Soundtrack album by Walter Murphy and various artists
- Released: June 26, 2012
- Studio: Newman Scoring Stage, 20th Century Fox
- Genre: Film soundtrack
- Length: 56:34
- Label: Universal Republic
- Producer: Walter Murphy; Seth MacFarlane; Leslie Lewis; Vanessa Curwen (asst.);

Walter Murphy chronology
| Family Guy: Live in Vegas (2005) | Ted (Original Motion Picture Soundtrack) (2012) | Ted 2 (Original Motion Picture Soundtrack) (2015) |

= Ted (soundtrack) =

Ted (Original Motion Picture Soundtrack) is the soundtrack to the 2012 film Ted directed by Seth MacFarlane. The soundtrack featured musical score composed by Walter Murphy and songs from Queen, Hootie & The Blowfish, Rita Coolidge, Tiffany amongst others; an original song "Everybody Needs a Best Friend" written by MacFarlane and Murphy and performed by Norah Jones, which was later nominated for an Academy Award for Best Original Song. The soundtrack was released through Universal Republic Records on June 26, 2012, three days ahead of the film's release.

== Background ==
Walter Murphy was roped in to compose the film's musical score as he previously did the same for MacFarlane's animated television series: Family Guy, American Dad! and The Cleveland Show. When MacFarlane sent the script to Murphy, he mentioned that he wanted an old school orchestral score that would have themes for the individual characters and a main title song which he could quote throughout the film, that eventually became the song "Everybody Needs a Best Friend".

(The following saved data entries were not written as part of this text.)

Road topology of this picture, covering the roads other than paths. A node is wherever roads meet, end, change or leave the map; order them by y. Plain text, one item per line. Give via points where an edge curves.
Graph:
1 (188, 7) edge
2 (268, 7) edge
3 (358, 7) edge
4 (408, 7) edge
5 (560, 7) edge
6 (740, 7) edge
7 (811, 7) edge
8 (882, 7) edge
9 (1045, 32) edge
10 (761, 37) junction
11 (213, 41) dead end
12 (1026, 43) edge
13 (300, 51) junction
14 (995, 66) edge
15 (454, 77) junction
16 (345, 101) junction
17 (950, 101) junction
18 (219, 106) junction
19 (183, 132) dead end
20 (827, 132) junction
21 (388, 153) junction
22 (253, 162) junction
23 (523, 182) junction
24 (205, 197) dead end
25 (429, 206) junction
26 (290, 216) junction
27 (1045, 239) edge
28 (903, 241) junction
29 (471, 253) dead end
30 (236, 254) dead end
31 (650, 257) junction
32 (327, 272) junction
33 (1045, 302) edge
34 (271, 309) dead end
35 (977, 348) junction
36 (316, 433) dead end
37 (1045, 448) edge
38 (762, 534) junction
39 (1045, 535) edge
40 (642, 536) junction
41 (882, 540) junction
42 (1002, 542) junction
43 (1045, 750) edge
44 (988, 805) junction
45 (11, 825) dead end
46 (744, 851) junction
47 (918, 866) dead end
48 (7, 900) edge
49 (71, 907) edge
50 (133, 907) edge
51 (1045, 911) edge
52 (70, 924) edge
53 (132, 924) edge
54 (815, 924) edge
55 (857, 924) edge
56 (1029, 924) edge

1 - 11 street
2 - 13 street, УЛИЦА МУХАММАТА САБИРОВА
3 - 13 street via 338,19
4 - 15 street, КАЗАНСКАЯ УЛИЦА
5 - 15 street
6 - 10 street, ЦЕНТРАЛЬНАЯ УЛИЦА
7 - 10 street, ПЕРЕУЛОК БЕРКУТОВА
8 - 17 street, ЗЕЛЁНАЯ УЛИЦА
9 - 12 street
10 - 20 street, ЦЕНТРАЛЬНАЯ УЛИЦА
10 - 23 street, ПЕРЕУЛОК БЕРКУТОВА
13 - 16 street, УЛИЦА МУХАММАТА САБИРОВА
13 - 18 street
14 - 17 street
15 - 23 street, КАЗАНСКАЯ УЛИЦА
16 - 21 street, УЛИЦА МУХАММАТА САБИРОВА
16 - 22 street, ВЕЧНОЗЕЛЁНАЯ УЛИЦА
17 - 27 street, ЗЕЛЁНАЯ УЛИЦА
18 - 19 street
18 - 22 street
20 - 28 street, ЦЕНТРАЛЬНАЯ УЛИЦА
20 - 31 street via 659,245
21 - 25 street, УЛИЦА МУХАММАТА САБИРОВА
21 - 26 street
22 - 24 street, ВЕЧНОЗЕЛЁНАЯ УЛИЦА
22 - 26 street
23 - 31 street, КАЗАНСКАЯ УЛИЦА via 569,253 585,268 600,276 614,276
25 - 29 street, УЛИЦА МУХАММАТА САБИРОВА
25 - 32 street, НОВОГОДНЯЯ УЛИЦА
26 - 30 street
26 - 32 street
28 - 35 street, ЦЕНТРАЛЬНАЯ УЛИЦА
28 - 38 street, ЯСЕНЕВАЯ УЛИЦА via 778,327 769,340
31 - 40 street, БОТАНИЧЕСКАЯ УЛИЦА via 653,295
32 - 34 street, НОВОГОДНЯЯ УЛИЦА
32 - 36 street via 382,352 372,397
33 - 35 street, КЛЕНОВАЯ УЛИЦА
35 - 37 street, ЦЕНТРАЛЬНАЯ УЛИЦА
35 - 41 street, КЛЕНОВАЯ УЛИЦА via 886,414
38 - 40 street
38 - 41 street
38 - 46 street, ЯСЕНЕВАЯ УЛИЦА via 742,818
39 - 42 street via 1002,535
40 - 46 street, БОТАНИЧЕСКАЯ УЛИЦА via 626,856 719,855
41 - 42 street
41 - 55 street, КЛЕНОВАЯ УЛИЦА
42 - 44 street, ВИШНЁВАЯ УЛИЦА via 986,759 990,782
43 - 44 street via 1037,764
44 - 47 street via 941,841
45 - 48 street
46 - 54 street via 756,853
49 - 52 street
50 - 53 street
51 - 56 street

MacFarlane sent different sets of lyrics than the one he used for the actual song, and he wrote the theme based on it. But he rewrote them so as the song being sung from the standpoint of Ted, and also felt it funnier if a woman sung it track. MacFarlane then discussed it to singer Norah Jones who agreed to perform it, and Murphy arranged in the style of Nelson Riddle's work. According to Murphy, "It's not only well sung, but Norah's attitude also just fit the main title section perfectly."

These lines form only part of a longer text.